## DATA SUPPLIED:
--------

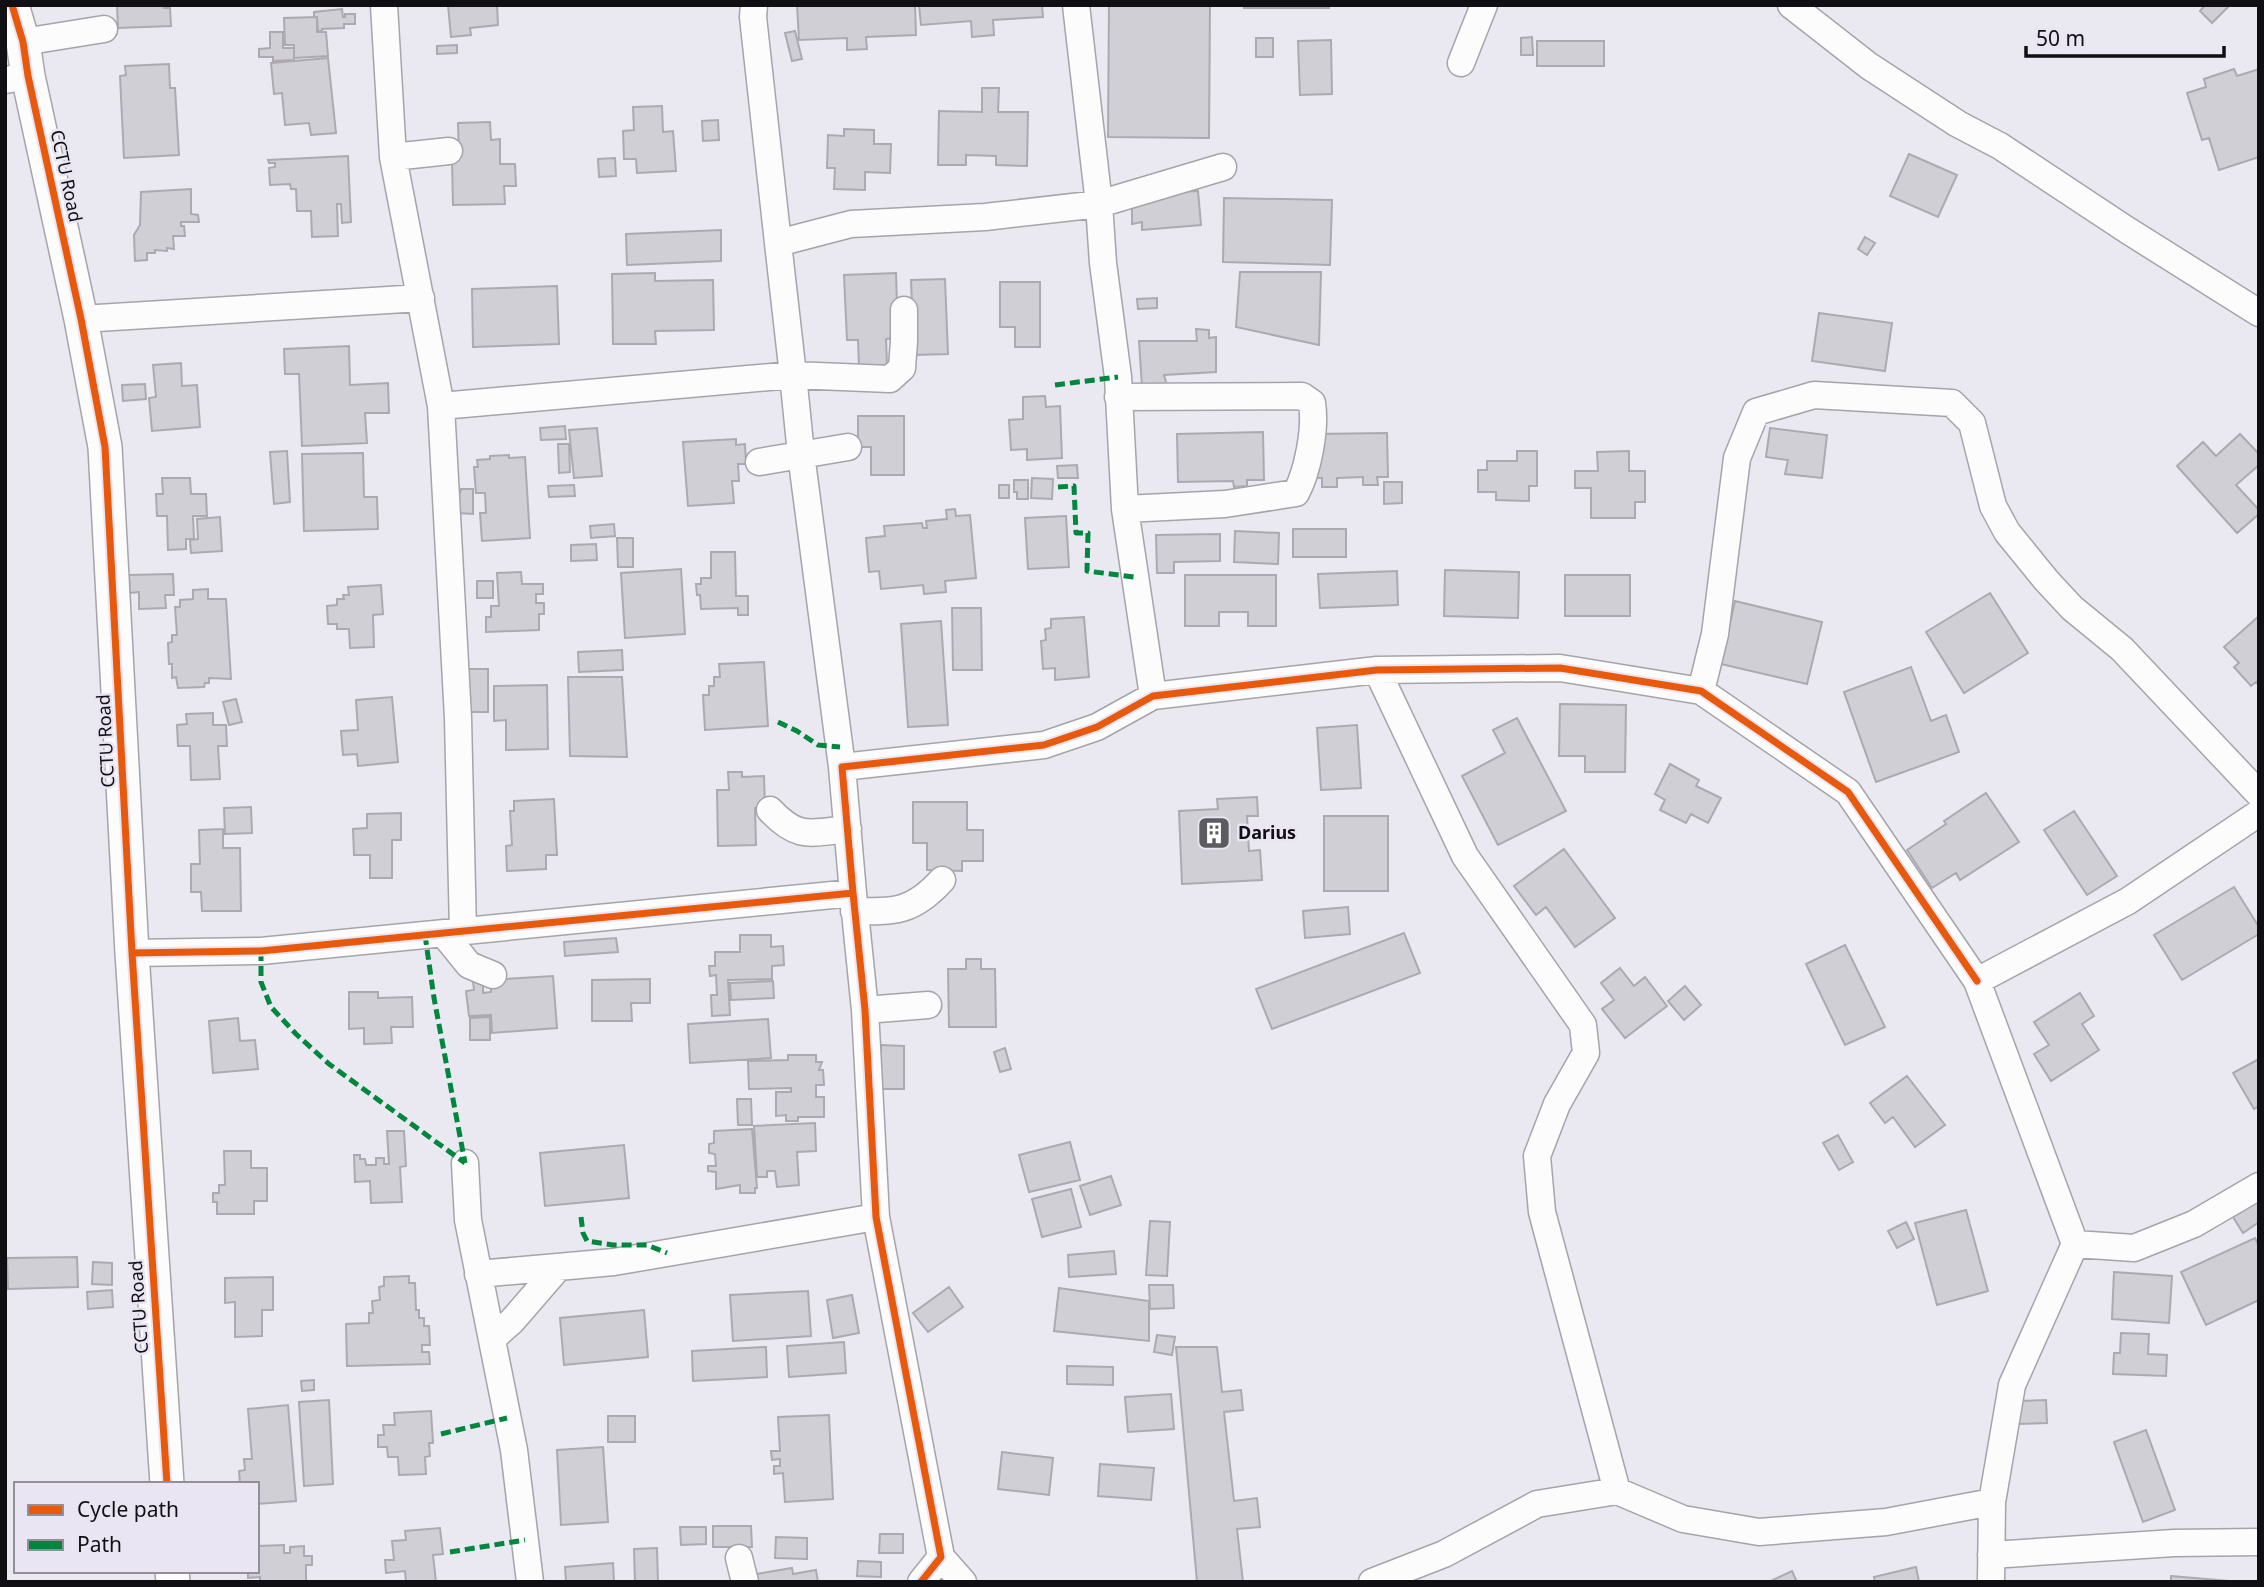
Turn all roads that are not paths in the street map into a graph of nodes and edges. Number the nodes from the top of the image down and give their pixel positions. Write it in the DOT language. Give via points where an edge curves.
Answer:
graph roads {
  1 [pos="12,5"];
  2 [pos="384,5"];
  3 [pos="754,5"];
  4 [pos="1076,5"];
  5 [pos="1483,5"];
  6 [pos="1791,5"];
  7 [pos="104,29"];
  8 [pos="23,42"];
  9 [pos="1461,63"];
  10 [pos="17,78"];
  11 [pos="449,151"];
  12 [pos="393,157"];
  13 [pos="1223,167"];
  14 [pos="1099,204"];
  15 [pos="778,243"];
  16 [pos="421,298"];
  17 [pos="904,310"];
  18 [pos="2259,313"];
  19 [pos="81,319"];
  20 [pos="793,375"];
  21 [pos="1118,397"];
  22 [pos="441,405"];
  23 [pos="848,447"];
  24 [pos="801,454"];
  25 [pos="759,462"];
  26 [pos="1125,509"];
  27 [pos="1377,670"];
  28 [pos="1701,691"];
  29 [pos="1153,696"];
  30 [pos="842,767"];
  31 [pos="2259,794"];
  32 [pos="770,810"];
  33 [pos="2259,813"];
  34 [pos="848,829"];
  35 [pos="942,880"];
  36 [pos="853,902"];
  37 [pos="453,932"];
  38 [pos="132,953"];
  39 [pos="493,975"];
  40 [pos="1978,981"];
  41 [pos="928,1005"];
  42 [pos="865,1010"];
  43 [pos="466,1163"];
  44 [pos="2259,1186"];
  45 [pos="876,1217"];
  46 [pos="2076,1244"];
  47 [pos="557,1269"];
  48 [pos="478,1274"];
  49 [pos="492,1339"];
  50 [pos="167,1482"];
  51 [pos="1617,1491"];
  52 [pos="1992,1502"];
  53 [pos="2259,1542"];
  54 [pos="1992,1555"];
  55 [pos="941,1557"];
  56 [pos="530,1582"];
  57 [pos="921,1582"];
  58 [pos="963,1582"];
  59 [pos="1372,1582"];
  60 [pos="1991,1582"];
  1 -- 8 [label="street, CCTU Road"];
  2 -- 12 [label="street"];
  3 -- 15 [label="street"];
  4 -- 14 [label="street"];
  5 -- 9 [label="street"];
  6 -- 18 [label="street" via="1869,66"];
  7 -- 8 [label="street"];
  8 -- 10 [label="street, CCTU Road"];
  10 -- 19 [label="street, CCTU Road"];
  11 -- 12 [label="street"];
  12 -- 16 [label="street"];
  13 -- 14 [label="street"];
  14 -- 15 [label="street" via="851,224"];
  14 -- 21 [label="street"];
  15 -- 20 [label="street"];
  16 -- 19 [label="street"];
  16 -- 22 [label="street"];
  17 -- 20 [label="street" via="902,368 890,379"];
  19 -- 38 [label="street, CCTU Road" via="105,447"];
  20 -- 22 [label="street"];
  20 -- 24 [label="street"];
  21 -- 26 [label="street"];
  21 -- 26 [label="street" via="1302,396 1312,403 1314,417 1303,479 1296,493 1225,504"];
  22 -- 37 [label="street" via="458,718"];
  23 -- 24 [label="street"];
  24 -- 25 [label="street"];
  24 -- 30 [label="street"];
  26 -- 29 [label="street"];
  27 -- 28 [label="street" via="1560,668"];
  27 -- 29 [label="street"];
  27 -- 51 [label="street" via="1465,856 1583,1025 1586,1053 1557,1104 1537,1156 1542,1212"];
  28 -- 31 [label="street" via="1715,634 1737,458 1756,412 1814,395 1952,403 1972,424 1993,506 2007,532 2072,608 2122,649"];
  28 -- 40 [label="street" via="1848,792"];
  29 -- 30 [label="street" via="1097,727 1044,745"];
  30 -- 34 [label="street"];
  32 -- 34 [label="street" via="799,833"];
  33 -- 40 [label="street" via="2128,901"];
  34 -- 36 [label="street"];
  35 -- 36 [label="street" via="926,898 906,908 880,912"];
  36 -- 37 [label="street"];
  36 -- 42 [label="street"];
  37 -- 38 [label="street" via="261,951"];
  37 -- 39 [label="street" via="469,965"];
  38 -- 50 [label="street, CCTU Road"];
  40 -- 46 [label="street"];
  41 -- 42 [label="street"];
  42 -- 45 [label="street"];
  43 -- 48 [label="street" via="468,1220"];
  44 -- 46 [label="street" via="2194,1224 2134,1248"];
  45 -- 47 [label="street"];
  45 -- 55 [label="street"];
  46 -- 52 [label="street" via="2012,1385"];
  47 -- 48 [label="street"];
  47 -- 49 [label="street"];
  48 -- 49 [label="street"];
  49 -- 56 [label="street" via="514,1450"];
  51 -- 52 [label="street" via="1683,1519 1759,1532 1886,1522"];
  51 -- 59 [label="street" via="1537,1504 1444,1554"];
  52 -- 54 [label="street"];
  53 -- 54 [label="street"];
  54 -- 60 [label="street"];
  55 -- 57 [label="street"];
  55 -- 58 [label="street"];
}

--------

## WHAT IS BEING ASKED:
Copy out every entry above exactly. Leave the pictures out.

## REPLY TO THE EXERCISE:
Turn all roads that are not paths in the street map into a graph of nodes and edges. Number the nodes from the top of the image down and give their pixel positions. Write it in the DOT language. Give via points where an edge curves.
Answer:
graph roads {
  1 [pos="12,5"];
  2 [pos="384,5"];
  3 [pos="754,5"];
  4 [pos="1076,5"];
  5 [pos="1483,5"];
  6 [pos="1791,5"];
  7 [pos="104,29"];
  8 [pos="23,42"];
  9 [pos="1461,63"];
  10 [pos="17,78"];
  11 [pos="449,151"];
  12 [pos="393,157"];
  13 [pos="1223,167"];
  14 [pos="1099,204"];
  15 [pos="778,243"];
  16 [pos="421,298"];
  17 [pos="904,310"];
  18 [pos="2259,313"];
  19 [pos="81,319"];
  20 [pos="793,375"];
  21 [pos="1118,397"];
  22 [pos="441,405"];
  23 [pos="848,447"];
  24 [pos="801,454"];
  25 [pos="759,462"];
  26 [pos="1125,509"];
  27 [pos="1377,670"];
  28 [pos="1701,691"];
  29 [pos="1153,696"];
  30 [pos="842,767"];
  31 [pos="2259,794"];
  32 [pos="770,810"];
  33 [pos="2259,813"];
  34 [pos="848,829"];
  35 [pos="942,880"];
  36 [pos="853,902"];
  37 [pos="453,932"];
  38 [pos="132,953"];
  39 [pos="493,975"];
  40 [pos="1978,981"];
  41 [pos="928,1005"];
  42 [pos="865,1010"];
  43 [pos="466,1163"];
  44 [pos="2259,1186"];
  45 [pos="876,1217"];
  46 [pos="2076,1244"];
  47 [pos="557,1269"];
  48 [pos="478,1274"];
  49 [pos="492,1339"];
  50 [pos="167,1482"];
  51 [pos="1617,1491"];
  52 [pos="1992,1502"];
  53 [pos="2259,1542"];
  54 [pos="1992,1555"];
  55 [pos="941,1557"];
  56 [pos="530,1582"];
  57 [pos="921,1582"];
  58 [pos="963,1582"];
  59 [pos="1372,1582"];
  60 [pos="1991,1582"];
  1 -- 8 [label="street, CCTU Road"];
  2 -- 12 [label="street"];
  3 -- 15 [label="street"];
  4 -- 14 [label="street"];
  5 -- 9 [label="street"];
  6 -- 18 [label="street" via="1869,66"];
  7 -- 8 [label="street"];
  8 -- 10 [label="street, CCTU Road"];
  10 -- 19 [label="street, CCTU Road"];
  11 -- 12 [label="street"];
  12 -- 16 [label="street"];
  13 -- 14 [label="street"];
  14 -- 15 [label="street" via="851,224"];
  14 -- 21 [label="street"];
  15 -- 20 [label="street"];
  16 -- 19 [label="street"];
  16 -- 22 [label="street"];
  17 -- 20 [label="street" via="902,368 890,379"];
  19 -- 38 [label="street, CCTU Road" via="105,447"];
  20 -- 22 [label="street"];
  20 -- 24 [label="street"];
  21 -- 26 [label="street"];
  21 -- 26 [label="street" via="1302,396 1312,403 1314,417 1303,479 1296,493 1225,504"];
  22 -- 37 [label="street" via="458,718"];
  23 -- 24 [label="street"];
  24 -- 25 [label="street"];
  24 -- 30 [label="street"];
  26 -- 29 [label="street"];
  27 -- 28 [label="street" via="1560,668"];
  27 -- 29 [label="street"];
  27 -- 51 [label="street" via="1465,856 1583,1025 1586,1053 1557,1104 1537,1156 1542,1212"];
  28 -- 31 [label="street" via="1715,634 1737,458 1756,412 1814,395 1952,403 1972,424 1993,506 2007,532 2072,608 2122,649"];
  28 -- 40 [label="street" via="1848,792"];
  29 -- 30 [label="street" via="1097,727 1044,745"];
  30 -- 34 [label="street"];
  32 -- 34 [label="street" via="799,833"];
  33 -- 40 [label="street" via="2128,901"];
  34 -- 36 [label="street"];
  35 -- 36 [label="street" via="926,898 906,908 880,912"];
  36 -- 37 [label="street"];
  36 -- 42 [label="street"];
  37 -- 38 [label="street" via="261,951"];
  37 -- 39 [label="street" via="469,965"];
  38 -- 50 [label="street, CCTU Road"];
  40 -- 46 [label="street"];
  41 -- 42 [label="street"];
  42 -- 45 [label="street"];
  43 -- 48 [label="street" via="468,1220"];
  44 -- 46 [label="street" via="2194,1224 2134,1248"];
  45 -- 47 [label="street"];
  45 -- 55 [label="street"];
  46 -- 52 [label="street" via="2012,1385"];
  47 -- 48 [label="street"];
  47 -- 49 [label="street"];
  48 -- 49 [label="street"];
  49 -- 56 [label="street" via="514,1450"];
  51 -- 52 [label="street" via="1683,1519 1759,1532 1886,1522"];
  51 -- 59 [label="street" via="1537,1504 1444,1554"];
  52 -- 54 [label="street"];
  53 -- 54 [label="street"];
  54 -- 60 [label="street"];
  55 -- 57 [label="street"];
  55 -- 58 [label="street"];
}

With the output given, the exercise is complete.